» **Task description**
Could you copy every line of the data that contains the word "dead"?

-------- Data for the task

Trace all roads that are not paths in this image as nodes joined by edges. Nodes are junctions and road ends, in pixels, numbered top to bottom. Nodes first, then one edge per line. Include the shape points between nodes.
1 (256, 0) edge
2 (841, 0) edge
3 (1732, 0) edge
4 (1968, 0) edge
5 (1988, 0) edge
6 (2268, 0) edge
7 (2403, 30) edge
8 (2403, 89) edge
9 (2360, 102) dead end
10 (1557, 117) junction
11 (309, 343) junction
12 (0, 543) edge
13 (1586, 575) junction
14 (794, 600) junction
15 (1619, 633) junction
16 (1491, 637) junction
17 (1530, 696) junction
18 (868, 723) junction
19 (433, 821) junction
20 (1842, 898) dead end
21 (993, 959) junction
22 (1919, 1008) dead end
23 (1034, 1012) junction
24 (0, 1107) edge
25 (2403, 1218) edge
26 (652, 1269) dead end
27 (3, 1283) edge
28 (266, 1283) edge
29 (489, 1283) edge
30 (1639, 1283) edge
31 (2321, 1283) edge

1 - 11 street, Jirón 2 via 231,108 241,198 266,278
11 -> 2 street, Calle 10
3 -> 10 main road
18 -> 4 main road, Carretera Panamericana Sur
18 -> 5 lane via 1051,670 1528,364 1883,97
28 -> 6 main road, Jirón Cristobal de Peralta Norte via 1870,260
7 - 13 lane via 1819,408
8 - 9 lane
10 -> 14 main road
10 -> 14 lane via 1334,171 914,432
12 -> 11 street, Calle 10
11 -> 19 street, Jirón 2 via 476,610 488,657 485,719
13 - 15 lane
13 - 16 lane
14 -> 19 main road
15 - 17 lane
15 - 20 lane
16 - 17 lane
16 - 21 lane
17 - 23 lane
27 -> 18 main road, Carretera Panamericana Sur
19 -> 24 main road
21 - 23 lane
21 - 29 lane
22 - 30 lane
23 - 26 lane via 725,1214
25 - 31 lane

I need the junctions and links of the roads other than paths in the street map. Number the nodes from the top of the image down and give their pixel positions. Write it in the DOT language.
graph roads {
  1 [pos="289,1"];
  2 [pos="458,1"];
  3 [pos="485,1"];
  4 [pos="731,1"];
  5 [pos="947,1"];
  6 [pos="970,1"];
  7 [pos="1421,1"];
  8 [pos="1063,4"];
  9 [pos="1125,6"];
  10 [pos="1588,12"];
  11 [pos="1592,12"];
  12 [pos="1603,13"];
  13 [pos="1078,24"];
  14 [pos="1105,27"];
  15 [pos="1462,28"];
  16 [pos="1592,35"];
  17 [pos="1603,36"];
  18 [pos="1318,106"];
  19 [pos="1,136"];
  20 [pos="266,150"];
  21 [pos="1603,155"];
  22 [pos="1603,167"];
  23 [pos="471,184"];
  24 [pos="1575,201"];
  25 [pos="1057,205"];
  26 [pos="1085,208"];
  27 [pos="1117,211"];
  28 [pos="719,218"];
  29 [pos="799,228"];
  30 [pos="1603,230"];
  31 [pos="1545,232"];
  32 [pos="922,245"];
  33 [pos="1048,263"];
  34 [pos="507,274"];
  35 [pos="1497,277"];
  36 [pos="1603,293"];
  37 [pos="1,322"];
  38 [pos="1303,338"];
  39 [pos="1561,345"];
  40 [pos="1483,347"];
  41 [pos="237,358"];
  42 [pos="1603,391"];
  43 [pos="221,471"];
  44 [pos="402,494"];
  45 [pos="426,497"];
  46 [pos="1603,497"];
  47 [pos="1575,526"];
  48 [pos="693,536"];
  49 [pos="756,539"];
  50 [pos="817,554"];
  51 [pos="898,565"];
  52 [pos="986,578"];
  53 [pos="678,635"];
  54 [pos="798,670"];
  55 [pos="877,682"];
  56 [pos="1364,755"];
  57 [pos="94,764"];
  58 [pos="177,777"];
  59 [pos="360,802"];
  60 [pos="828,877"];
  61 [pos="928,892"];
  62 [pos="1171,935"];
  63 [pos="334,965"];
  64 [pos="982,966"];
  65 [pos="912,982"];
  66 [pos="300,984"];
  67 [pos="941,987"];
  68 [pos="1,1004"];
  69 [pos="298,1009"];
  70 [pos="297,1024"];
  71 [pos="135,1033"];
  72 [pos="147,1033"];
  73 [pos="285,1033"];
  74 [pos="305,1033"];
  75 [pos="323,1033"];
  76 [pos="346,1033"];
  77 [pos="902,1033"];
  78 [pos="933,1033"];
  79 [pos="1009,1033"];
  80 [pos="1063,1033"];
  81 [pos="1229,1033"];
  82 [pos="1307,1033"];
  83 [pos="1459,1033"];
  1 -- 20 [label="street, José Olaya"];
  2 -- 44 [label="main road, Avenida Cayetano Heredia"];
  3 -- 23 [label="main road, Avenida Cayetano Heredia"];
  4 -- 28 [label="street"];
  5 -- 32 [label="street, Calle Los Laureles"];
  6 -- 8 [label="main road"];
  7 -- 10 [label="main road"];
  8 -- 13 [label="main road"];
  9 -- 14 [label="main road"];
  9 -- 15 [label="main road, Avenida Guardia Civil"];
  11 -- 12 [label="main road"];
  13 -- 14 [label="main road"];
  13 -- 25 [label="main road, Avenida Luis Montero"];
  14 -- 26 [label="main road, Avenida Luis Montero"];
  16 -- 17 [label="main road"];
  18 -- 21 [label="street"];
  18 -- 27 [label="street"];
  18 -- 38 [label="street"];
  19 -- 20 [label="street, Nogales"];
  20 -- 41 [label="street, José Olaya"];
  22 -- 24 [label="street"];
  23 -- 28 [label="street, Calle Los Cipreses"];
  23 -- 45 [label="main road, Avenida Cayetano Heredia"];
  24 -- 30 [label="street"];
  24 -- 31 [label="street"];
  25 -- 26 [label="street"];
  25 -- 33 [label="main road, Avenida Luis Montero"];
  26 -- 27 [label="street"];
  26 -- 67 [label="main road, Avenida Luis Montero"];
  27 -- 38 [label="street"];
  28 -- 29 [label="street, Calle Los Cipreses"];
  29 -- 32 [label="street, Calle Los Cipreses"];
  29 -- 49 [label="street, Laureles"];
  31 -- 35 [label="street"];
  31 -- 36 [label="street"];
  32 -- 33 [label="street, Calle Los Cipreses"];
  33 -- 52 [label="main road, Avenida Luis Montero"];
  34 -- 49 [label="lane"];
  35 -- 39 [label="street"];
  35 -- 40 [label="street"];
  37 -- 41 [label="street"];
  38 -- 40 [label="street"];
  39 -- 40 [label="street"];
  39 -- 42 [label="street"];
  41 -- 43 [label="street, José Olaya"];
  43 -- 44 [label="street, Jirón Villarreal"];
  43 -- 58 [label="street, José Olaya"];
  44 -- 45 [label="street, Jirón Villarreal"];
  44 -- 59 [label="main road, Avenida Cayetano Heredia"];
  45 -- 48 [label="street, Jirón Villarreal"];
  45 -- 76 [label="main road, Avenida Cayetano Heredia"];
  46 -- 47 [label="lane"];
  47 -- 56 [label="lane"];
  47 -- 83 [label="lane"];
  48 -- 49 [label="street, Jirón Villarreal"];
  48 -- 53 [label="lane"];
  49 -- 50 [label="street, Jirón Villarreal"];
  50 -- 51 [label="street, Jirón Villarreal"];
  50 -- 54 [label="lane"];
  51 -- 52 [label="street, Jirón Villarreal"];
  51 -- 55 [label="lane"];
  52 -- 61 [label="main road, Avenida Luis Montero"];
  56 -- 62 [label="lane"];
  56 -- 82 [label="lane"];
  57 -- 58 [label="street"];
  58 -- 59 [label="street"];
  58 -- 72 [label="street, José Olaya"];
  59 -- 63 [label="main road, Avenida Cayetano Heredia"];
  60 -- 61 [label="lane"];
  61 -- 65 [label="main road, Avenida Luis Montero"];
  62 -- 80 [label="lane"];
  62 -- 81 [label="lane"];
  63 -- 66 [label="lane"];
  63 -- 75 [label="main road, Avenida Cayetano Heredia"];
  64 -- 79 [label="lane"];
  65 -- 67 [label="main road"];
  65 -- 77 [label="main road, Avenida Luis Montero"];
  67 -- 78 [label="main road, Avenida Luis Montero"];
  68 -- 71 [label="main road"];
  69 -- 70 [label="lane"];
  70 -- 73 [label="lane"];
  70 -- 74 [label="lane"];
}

----------------

» **Task solution**
9 (2360, 102) dead end
20 (1842, 898) dead end
22 (1919, 1008) dead end
26 (652, 1269) dead end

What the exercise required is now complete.